**What you need to do:**
Line by line, copy the entries exactly, excluding the pictures.

━━━━━━━━━━━━━━━━━━━━

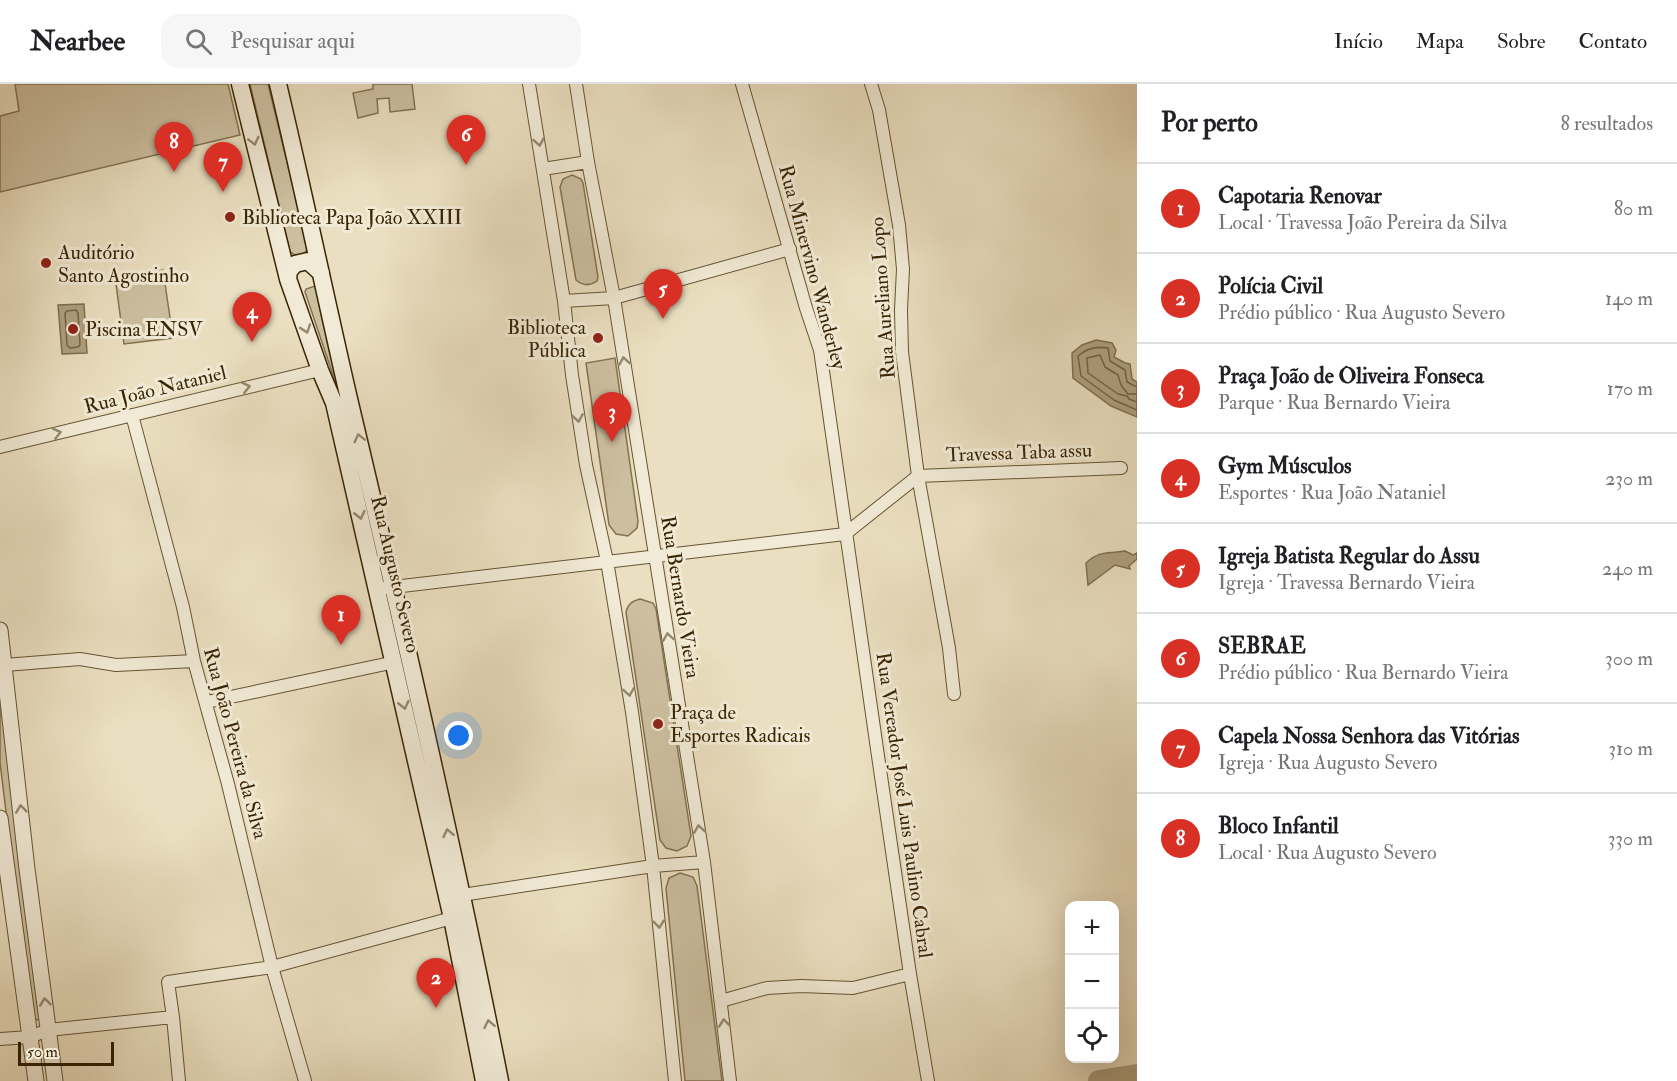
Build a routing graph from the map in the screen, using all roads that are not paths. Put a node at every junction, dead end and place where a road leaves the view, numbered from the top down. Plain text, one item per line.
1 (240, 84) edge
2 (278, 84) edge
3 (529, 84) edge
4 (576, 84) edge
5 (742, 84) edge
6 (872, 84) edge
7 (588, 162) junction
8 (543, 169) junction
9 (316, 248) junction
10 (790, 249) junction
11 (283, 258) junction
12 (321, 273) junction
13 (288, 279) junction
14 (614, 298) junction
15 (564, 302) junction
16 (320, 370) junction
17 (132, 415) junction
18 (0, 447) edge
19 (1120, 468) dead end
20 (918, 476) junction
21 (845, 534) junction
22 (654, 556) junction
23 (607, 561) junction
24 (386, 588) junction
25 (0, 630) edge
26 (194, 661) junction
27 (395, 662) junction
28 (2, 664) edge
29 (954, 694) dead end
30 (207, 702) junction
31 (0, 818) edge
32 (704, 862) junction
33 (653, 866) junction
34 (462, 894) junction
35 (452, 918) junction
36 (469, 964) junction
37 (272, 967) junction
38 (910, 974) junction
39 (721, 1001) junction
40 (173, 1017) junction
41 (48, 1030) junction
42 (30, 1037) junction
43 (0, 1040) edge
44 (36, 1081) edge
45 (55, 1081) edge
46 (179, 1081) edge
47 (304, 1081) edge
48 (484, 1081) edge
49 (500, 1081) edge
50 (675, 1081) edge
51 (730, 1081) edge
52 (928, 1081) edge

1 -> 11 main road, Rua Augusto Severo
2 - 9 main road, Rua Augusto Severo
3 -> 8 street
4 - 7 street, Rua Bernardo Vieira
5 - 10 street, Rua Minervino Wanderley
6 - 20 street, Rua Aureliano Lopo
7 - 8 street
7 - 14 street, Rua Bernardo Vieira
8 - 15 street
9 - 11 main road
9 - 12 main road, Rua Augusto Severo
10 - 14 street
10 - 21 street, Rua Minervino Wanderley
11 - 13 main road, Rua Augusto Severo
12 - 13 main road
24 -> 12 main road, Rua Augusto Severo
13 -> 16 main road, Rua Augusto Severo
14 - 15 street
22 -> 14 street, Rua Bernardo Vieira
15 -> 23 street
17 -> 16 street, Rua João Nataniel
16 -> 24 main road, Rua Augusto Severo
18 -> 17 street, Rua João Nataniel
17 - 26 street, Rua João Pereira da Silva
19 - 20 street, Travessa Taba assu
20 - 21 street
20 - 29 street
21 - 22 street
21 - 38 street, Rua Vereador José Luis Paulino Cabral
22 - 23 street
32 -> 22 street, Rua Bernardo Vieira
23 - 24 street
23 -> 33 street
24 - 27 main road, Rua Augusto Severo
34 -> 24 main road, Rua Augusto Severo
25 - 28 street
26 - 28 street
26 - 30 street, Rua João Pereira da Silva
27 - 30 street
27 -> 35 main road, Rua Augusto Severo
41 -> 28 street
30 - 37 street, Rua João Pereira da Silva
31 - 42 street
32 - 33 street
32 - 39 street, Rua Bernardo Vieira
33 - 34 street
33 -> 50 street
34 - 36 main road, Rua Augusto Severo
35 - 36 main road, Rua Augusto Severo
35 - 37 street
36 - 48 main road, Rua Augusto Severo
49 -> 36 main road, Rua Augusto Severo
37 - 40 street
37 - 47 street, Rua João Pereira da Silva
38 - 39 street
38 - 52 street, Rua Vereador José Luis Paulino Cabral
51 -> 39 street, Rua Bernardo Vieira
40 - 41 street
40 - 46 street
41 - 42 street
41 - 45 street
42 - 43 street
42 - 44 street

━━━━━━━━━━━━━━━━━━━━

**Result of the exercise:**
Build a routing graph from the map in the screen, using all roads that are not paths. Put a node at every junction, dead end and place where a road leaves the view, numbered from the top down. Plain text, one item per line.
1 (240, 84) edge
2 (278, 84) edge
3 (529, 84) edge
4 (576, 84) edge
5 (742, 84) edge
6 (872, 84) edge
7 (588, 162) junction
8 (543, 169) junction
9 (316, 248) junction
10 (790, 249) junction
11 (283, 258) junction
12 (321, 273) junction
13 (288, 279) junction
14 (614, 298) junction
15 (564, 302) junction
16 (320, 370) junction
17 (132, 415) junction
18 (0, 447) edge
19 (1120, 468) dead end
20 (918, 476) junction
21 (845, 534) junction
22 (654, 556) junction
23 (607, 561) junction
24 (386, 588) junction
25 (0, 630) edge
26 (194, 661) junction
27 (395, 662) junction
28 (2, 664) edge
29 (954, 694) dead end
30 (207, 702) junction
31 (0, 818) edge
32 (704, 862) junction
33 (653, 866) junction
34 (462, 894) junction
35 (452, 918) junction
36 (469, 964) junction
37 (272, 967) junction
38 (910, 974) junction
39 (721, 1001) junction
40 (173, 1017) junction
41 (48, 1030) junction
42 (30, 1037) junction
43 (0, 1040) edge
44 (36, 1081) edge
45 (55, 1081) edge
46 (179, 1081) edge
47 (304, 1081) edge
48 (484, 1081) edge
49 (500, 1081) edge
50 (675, 1081) edge
51 (730, 1081) edge
52 (928, 1081) edge

1 -> 11 main road, Rua Augusto Severo
2 - 9 main road, Rua Augusto Severo
3 -> 8 street
4 - 7 street, Rua Bernardo Vieira
5 - 10 street, Rua Minervino Wanderley
6 - 20 street, Rua Aureliano Lopo
7 - 8 street
7 - 14 street, Rua Bernardo Vieira
8 - 15 street
9 - 11 main road
9 - 12 main road, Rua Augusto Severo
10 - 14 street
10 - 21 street, Rua Minervino Wanderley
11 - 13 main road, Rua Augusto Severo
12 - 13 main road
24 -> 12 main road, Rua Augusto Severo
13 -> 16 main road, Rua Augusto Severo
14 - 15 street
22 -> 14 street, Rua Bernardo Vieira
15 -> 23 street
17 -> 16 street, Rua João Nataniel
16 -> 24 main road, Rua Augusto Severo
18 -> 17 street, Rua João Nataniel
17 - 26 street, Rua João Pereira da Silva
19 - 20 street, Travessa Taba assu
20 - 21 street
20 - 29 street
21 - 22 street
21 - 38 street, Rua Vereador José Luis Paulino Cabral
22 - 23 street
32 -> 22 street, Rua Bernardo Vieira
23 - 24 street
23 -> 33 street
24 - 27 main road, Rua Augusto Severo
34 -> 24 main road, Rua Augusto Severo
25 - 28 street
26 - 28 street
26 - 30 street, Rua João Pereira da Silva
27 - 30 street
27 -> 35 main road, Rua Augusto Severo
41 -> 28 street
30 - 37 street, Rua João Pereira da Silva
31 - 42 street
32 - 33 street
32 - 39 street, Rua Bernardo Vieira
33 - 34 street
33 -> 50 street
34 - 36 main road, Rua Augusto Severo
35 - 36 main road, Rua Augusto Severo
35 - 37 street
36 - 48 main road, Rua Augusto Severo
49 -> 36 main road, Rua Augusto Severo
37 - 40 street
37 - 47 street, Rua João Pereira da Silva
38 - 39 street
38 - 52 street, Rua Vereador José Luis Paulino Cabral
51 -> 39 street, Rua Bernardo Vieira
40 - 41 street
40 - 46 street
41 - 42 street
41 - 45 street
42 - 43 street
42 - 44 street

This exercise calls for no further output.